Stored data
------------------------

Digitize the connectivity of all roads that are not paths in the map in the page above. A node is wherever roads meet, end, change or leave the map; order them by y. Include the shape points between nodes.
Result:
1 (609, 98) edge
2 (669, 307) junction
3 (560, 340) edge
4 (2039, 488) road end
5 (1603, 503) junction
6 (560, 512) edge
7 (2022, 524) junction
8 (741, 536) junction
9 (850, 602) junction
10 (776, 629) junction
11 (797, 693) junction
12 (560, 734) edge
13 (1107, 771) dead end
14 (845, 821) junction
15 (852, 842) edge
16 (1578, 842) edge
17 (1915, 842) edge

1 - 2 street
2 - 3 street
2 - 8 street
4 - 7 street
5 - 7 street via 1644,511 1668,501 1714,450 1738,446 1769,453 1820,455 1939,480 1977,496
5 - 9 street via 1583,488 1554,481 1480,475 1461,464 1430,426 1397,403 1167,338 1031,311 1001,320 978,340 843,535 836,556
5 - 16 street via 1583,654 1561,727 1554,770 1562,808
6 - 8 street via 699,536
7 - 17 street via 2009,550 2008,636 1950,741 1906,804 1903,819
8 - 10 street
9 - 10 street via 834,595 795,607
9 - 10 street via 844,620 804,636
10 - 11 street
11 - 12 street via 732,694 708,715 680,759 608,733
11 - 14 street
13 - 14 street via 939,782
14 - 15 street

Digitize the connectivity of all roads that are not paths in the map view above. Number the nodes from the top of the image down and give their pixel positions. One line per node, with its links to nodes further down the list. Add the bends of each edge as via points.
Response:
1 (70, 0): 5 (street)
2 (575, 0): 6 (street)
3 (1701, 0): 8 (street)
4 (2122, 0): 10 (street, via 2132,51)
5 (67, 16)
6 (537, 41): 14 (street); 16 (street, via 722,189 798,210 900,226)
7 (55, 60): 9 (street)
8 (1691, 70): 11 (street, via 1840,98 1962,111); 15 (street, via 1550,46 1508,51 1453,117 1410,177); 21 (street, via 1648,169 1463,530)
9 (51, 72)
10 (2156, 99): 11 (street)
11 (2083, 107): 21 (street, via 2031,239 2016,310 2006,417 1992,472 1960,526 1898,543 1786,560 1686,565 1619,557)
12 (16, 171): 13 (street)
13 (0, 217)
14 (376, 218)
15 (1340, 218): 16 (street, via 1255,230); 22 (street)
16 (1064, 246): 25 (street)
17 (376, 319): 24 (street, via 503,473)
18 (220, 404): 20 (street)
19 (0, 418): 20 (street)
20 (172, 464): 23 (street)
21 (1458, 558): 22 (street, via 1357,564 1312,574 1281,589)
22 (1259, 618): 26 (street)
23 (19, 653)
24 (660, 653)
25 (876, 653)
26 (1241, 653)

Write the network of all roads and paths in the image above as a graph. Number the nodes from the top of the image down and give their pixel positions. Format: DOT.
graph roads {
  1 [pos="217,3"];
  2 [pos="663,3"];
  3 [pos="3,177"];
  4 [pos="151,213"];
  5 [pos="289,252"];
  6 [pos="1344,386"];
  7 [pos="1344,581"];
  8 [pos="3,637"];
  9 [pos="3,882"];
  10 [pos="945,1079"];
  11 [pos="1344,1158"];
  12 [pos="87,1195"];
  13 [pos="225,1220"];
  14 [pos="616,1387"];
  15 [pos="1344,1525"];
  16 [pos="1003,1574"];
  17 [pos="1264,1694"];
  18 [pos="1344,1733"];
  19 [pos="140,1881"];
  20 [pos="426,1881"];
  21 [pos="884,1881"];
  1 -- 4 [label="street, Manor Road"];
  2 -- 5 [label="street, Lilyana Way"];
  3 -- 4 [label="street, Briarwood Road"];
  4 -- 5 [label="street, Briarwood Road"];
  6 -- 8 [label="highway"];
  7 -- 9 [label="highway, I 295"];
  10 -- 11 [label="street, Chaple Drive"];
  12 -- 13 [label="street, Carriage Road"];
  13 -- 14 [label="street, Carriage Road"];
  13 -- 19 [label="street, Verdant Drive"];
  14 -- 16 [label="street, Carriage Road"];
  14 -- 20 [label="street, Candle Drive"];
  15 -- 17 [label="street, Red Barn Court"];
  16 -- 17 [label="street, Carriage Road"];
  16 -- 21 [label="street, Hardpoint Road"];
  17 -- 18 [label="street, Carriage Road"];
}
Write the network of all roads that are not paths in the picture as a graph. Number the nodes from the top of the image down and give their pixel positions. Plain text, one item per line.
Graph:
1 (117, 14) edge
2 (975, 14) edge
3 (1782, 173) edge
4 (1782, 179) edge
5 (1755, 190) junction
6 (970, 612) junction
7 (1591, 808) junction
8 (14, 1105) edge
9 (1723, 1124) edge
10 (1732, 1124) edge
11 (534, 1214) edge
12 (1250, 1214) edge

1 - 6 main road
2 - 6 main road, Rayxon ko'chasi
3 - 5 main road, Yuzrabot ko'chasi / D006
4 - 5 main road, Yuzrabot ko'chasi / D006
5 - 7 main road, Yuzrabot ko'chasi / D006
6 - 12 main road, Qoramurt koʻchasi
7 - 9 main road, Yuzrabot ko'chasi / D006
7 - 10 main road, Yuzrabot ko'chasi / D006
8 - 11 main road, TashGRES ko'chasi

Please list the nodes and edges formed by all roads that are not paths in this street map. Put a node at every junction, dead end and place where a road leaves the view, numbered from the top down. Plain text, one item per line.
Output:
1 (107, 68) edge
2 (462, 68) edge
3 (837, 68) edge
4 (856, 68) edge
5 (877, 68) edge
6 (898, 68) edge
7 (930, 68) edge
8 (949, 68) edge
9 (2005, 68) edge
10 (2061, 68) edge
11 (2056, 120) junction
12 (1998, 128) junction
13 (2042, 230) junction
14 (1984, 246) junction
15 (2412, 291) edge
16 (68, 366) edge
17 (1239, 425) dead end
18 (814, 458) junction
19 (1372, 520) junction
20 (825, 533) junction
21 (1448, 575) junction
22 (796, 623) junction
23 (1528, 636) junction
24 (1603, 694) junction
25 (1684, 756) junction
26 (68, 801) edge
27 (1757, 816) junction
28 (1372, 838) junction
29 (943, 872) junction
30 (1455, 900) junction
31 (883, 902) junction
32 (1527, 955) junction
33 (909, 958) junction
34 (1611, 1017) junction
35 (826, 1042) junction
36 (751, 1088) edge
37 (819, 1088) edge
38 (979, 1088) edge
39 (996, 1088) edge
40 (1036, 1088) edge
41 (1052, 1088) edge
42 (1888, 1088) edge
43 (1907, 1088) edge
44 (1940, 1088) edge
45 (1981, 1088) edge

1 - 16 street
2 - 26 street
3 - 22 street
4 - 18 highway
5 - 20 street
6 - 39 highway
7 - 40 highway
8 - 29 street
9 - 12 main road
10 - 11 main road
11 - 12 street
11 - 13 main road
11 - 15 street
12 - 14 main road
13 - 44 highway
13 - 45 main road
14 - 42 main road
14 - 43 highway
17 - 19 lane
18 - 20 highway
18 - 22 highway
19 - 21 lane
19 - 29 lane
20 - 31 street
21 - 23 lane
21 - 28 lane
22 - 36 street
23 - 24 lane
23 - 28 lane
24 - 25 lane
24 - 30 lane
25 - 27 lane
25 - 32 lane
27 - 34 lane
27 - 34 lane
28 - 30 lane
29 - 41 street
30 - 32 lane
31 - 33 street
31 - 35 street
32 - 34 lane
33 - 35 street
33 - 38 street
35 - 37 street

------------------------

PROMPT: Make an exact copy of every line in the data.

RESPONSE:
Digitize the connectivity of all roads that are not paths in the map in the page above. A node is wherever roads meet, end, change or leave the map; order them by y. Include the shape points between nodes.
Result:
1 (609, 98) edge
2 (669, 307) junction
3 (560, 340) edge
4 (2039, 488) road end
5 (1603, 503) junction
6 (560, 512) edge
7 (2022, 524) junction
8 (741, 536) junction
9 (850, 602) junction
10 (776, 629) junction
11 (797, 693) junction
12 (560, 734) edge
13 (1107, 771) dead end
14 (845, 821) junction
15 (852, 842) edge
16 (1578, 842) edge
17 (1915, 842) edge

1 - 2 street
2 - 3 street
2 - 8 street
4 - 7 street
5 - 7 street via 1644,511 1668,501 1714,450 1738,446 1769,453 1820,455 1939,480 1977,496
5 - 9 street via 1583,488 1554,481 1480,475 1461,464 1430,426 1397,403 1167,338 1031,311 1001,320 978,340 843,535 836,556
5 - 16 street via 1583,654 1561,727 1554,770 1562,808
6 - 8 street via 699,536
7 - 17 street via 2009,550 2008,636 1950,741 1906,804 1903,819
8 - 10 street
9 - 10 street via 834,595 795,607
9 - 10 street via 844,620 804,636
10 - 11 street
11 - 12 street via 732,694 708,715 680,759 608,733
11 - 14 street
13 - 14 street via 939,782
14 - 15 street

Digitize the connectivity of all roads that are not paths in the map view above. Number the nodes from the top of the image down and give their pixel positions. One line per node, with its links to nodes further down the list. Add the bends of each edge as via points.
Response:
1 (70, 0): 5 (street)
2 (575, 0): 6 (street)
3 (1701, 0): 8 (street)
4 (2122, 0): 10 (street, via 2132,51)
5 (67, 16)
6 (537, 41): 14 (street); 16 (street, via 722,189 798,210 900,226)
7 (55, 60): 9 (street)
8 (1691, 70): 11 (street, via 1840,98 1962,111); 15 (street, via 1550,46 1508,51 1453,117 1410,177); 21 (street, via 1648,169 1463,530)
9 (51, 72)
10 (2156, 99): 11 (street)
11 (2083, 107): 21 (street, via 2031,239 2016,310 2006,417 1992,472 1960,526 1898,543 1786,560 1686,565 1619,557)
12 (16, 171): 13 (street)
13 (0, 217)
14 (376, 218)
15 (1340, 218): 16 (street, via 1255,230); 22 (street)
16 (1064, 246): 25 (street)
17 (376, 319): 24 (street, via 503,473)
18 (220, 404): 20 (street)
19 (0, 418): 20 (street)
20 (172, 464): 23 (street)
21 (1458, 558): 22 (street, via 1357,564 1312,574 1281,589)
22 (1259, 618): 26 (street)
23 (19, 653)
24 (660, 653)
25 (876, 653)
26 (1241, 653)

Write the network of all roads and paths in the image above as a graph. Number the nodes from the top of the image down and give their pixel positions. Format: DOT.
graph roads {
  1 [pos="217,3"];
  2 [pos="663,3"];
  3 [pos="3,177"];
  4 [pos="151,213"];
  5 [pos="289,252"];
  6 [pos="1344,386"];
  7 [pos="1344,581"];
  8 [pos="3,637"];
  9 [pos="3,882"];
  10 [pos="945,1079"];
  11 [pos="1344,1158"];
  12 [pos="87,1195"];
  13 [pos="225,1220"];
  14 [pos="616,1387"];
  15 [pos="1344,1525"];
  16 [pos="1003,1574"];
  17 [pos="1264,1694"];
  18 [pos="1344,1733"];
  19 [pos="140,1881"];
  20 [pos="426,1881"];
  21 [pos="884,1881"];
  1 -- 4 [label="street, Manor Road"];
  2 -- 5 [label="street, Lilyana Way"];
  3 -- 4 [label="street, Briarwood Road"];
  4 -- 5 [label="street, Briarwood Road"];
  6 -- 8 [label="highway"];
  7 -- 9 [label="highway, I 295"];
  10 -- 11 [label="street, Chaple Drive"];
  12 -- 13 [label="street, Carriage Road"];
  13 -- 14 [label="street, Carriage Road"];
  13 -- 19 [label="street, Verdant Drive"];
  14 -- 16 [label="street, Carriage Road"];
  14 -- 20 [label="street, Candle Drive"];
  15 -- 17 [label="street, Red Barn Court"];
  16 -- 17 [label="street, Carriage Road"];
  16 -- 21 [label="street, Hardpoint Road"];
  17 -- 18 [label="street, Carriage Road"];
}
Write the network of all roads that are not paths in the picture as a graph. Number the nodes from the top of the image down and give their pixel positions. Plain text, one item per line.
Graph:
1 (117, 14) edge
2 (975, 14) edge
3 (1782, 173) edge
4 (1782, 179) edge
5 (1755, 190) junction
6 (970, 612) junction
7 (1591, 808) junction
8 (14, 1105) edge
9 (1723, 1124) edge
10 (1732, 1124) edge
11 (534, 1214) edge
12 (1250, 1214) edge

1 - 6 main road
2 - 6 main road, Rayxon ko'chasi
3 - 5 main road, Yuzrabot ko'chasi / D006
4 - 5 main road, Yuzrabot ko'chasi / D006
5 - 7 main road, Yuzrabot ko'chasi / D006
6 - 12 main road, Qoramurt koʻchasi
7 - 9 main road, Yuzrabot ko'chasi / D006
7 - 10 main road, Yuzrabot ko'chasi / D006
8 - 11 main road, TashGRES ko'chasi

Please list the nodes and edges formed by all roads that are not paths in this street map. Put a node at every junction, dead end and place where a road leaves the view, numbered from the top down. Plain text, one item per line.
Output:
1 (107, 68) edge
2 (462, 68) edge
3 (837, 68) edge
4 (856, 68) edge
5 (877, 68) edge
6 (898, 68) edge
7 (930, 68) edge
8 (949, 68) edge
9 (2005, 68) edge
10 (2061, 68) edge
11 (2056, 120) junction
12 (1998, 128) junction
13 (2042, 230) junction
14 (1984, 246) junction
15 (2412, 291) edge
16 (68, 366) edge
17 (1239, 425) dead end
18 (814, 458) junction
19 (1372, 520) junction
20 (825, 533) junction
21 (1448, 575) junction
22 (796, 623) junction
23 (1528, 636) junction
24 (1603, 694) junction
25 (1684, 756) junction
26 (68, 801) edge
27 (1757, 816) junction
28 (1372, 838) junction
29 (943, 872) junction
30 (1455, 900) junction
31 (883, 902) junction
32 (1527, 955) junction
33 (909, 958) junction
34 (1611, 1017) junction
35 (826, 1042) junction
36 (751, 1088) edge
37 (819, 1088) edge
38 (979, 1088) edge
39 (996, 1088) edge
40 (1036, 1088) edge
41 (1052, 1088) edge
42 (1888, 1088) edge
43 (1907, 1088) edge
44 (1940, 1088) edge
45 (1981, 1088) edge

1 - 16 street
2 - 26 street
3 - 22 street
4 - 18 highway
5 - 20 street
6 - 39 highway
7 - 40 highway
8 - 29 street
9 - 12 main road
10 - 11 main road
11 - 12 street
11 - 13 main road
11 - 15 street
12 - 14 main road
13 - 44 highway
13 - 45 main road
14 - 42 main road
14 - 43 highway
17 - 19 lane
18 - 20 highway
18 - 22 highway
19 - 21 lane
19 - 29 lane
20 - 31 street
21 - 23 lane
21 - 28 lane
22 - 36 street
23 - 24 lane
23 - 28 lane
24 - 25 lane
24 - 30 lane
25 - 27 lane
25 - 32 lane
27 - 34 lane
27 - 34 lane
28 - 30 lane
29 - 41 street
30 - 32 lane
31 - 33 street
31 - 35 street
32 - 34 lane
33 - 35 street
33 - 38 street
35 - 37 street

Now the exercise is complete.